La periodista Mónica Gutiérrez remarcó que Javier Milei llegó a la presidencia por saber "expresar el descontento" de la época y contrastó que en el kirchnerismo se vivía una "sensación de opresión" por la restricción en el acceso al dólar.
La periodista analizó el fenómeno Milei, elogió a Santiago Caputo por “gestionar su personalidad” y recordó el “sentimiento de opresión” que vivió durante el kirchnerismo.
La periodista Mónica Gutiérrez remarcó que Javier Milei llegó a la presidencia por saber "expresar el descontento" de la época y contrastó que en el kirchnerismo se vivía una "sensación de opresión" por la restricción en el acceso al dólar.
En su participación como invitada en el programa Entrevista de Luis Novaresio, opinó sobre Milei: "Es un producto de este tiempo, guste o no. Llega a presidente porque él es el que es en este momento, donde el entorno digital, las redes, la manera en la que circula la información, el descontento con la democracia, va generando un contexto en el que (aparece) un líder con tanta capacidad de expresar el descontento."
Además, observó que el jefe de Estado "ya expresa una especie de odio" por lo que, dijo, "seguramente mucha gente se siente identificada". "Con una descripción de la situación económica que recibe que cala en este momento de profundo descontento con la democracia, con la clase política, con lo que tuvimos hasta aquí, con el kirchnerismo y todo lo demás", contrastó.
En sintonía, elogió al asesor presidencial, Santiago Caputo, por ser quien "supo identificar al personaje que iba a llegar ser presidente" y "gestionar su personalidad en orden de llegar a la presidencia". "Ahí hay una interacción que no está suficientemente valuada", elaboró sobre la figura de Caputo y reivindicó: "Ha tenido la astucia de identificar a Milei como el que iba a ser el presidente. Le sabe gestionar sus estados".

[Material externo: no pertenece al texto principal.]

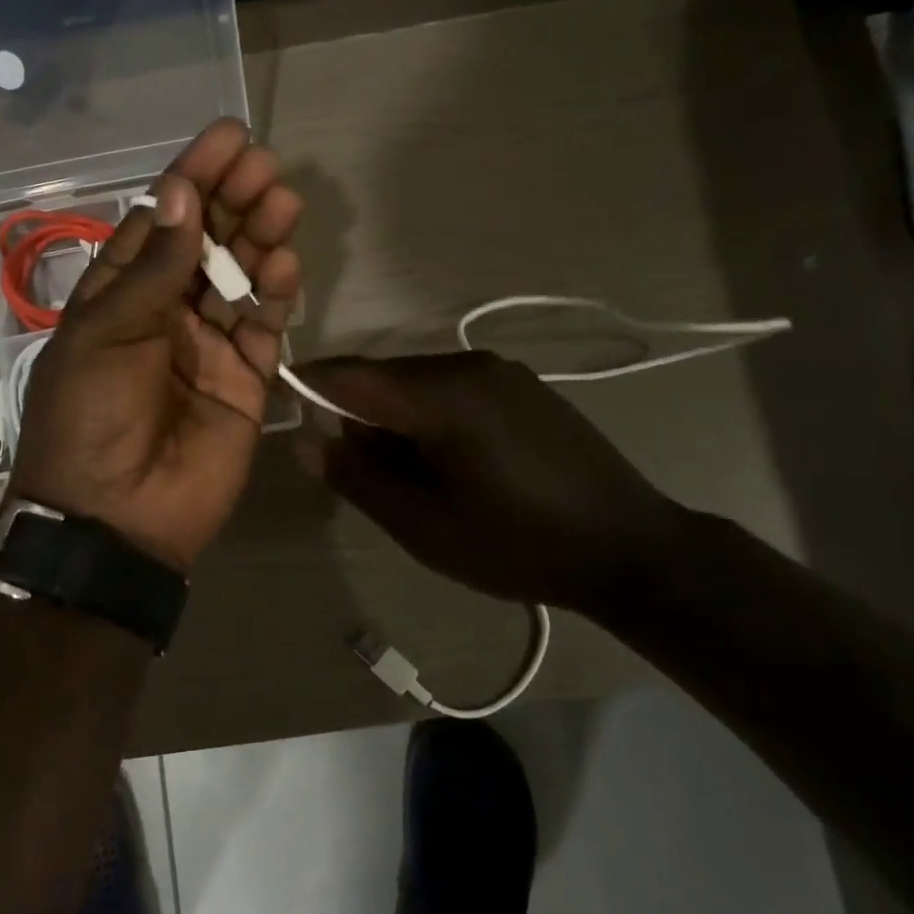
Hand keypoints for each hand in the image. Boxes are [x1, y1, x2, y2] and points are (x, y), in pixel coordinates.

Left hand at [7, 119, 302, 571]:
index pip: (159, 223)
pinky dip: (275, 296)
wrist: (115, 518)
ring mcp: (208, 346)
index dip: (191, 179)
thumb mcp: (107, 333)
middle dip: (232, 200)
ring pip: (241, 279)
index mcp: (118, 296)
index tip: (227, 138)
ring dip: (260, 238)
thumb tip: (179, 193)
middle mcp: (165, 313)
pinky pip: (264, 328)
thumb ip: (154, 268)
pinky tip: (283, 266)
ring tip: (283, 201)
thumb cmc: (91, 416)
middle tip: (264, 165)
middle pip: (205, 244)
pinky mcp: (245, 381)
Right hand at [296, 352, 687, 611]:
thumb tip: (307, 442)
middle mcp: (467, 365)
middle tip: (361, 473)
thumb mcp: (424, 527)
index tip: (284, 409)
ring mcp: (499, 370)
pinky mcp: (519, 384)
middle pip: (382, 377)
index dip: (309, 387)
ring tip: (412, 476)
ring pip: (415, 381)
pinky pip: (450, 386)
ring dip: (394, 418)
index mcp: (442, 396)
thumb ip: (358, 479)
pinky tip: (450, 461)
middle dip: (356, 416)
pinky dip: (428, 415)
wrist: (630, 548)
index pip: (350, 376)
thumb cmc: (518, 544)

La periodista señaló que durante el "kirchnerismo" había, para la persona que quería viajar al exterior, "un cupo de 20 dólares". "La sensación de opresión que te generaba eso, pudieras o no pudieras viajar. Saber que para poderte ir a Uruguay y Brasil, tenías que ir a pedir de a cuotitas de dólares", cuestionó.
En ese sentido, destacó que la sentencia a Cristina Kirchner le dio "mucho alivio".
Además, se refirió al significado de la libertad: "Ser libre es por sobre todas las cosas poder pensarse en un sociedad, aceptar cómo quiere ser uno, vivir esa libertad, no tener miedo de decir tal o cual cosa. No es solo la libertad económica", remarcó y complementó: "La libertad está primero en la libertad de pensar".
Consultada por Novaresio por lo genuino, Gutiérrez caracterizó que la persona que es de esa manera "habla y dice lo que siente y piensa y actúa en consecuencia". "No regala ni insulto ni elogios. Ser genuino es mostrarte cuál es", amplió.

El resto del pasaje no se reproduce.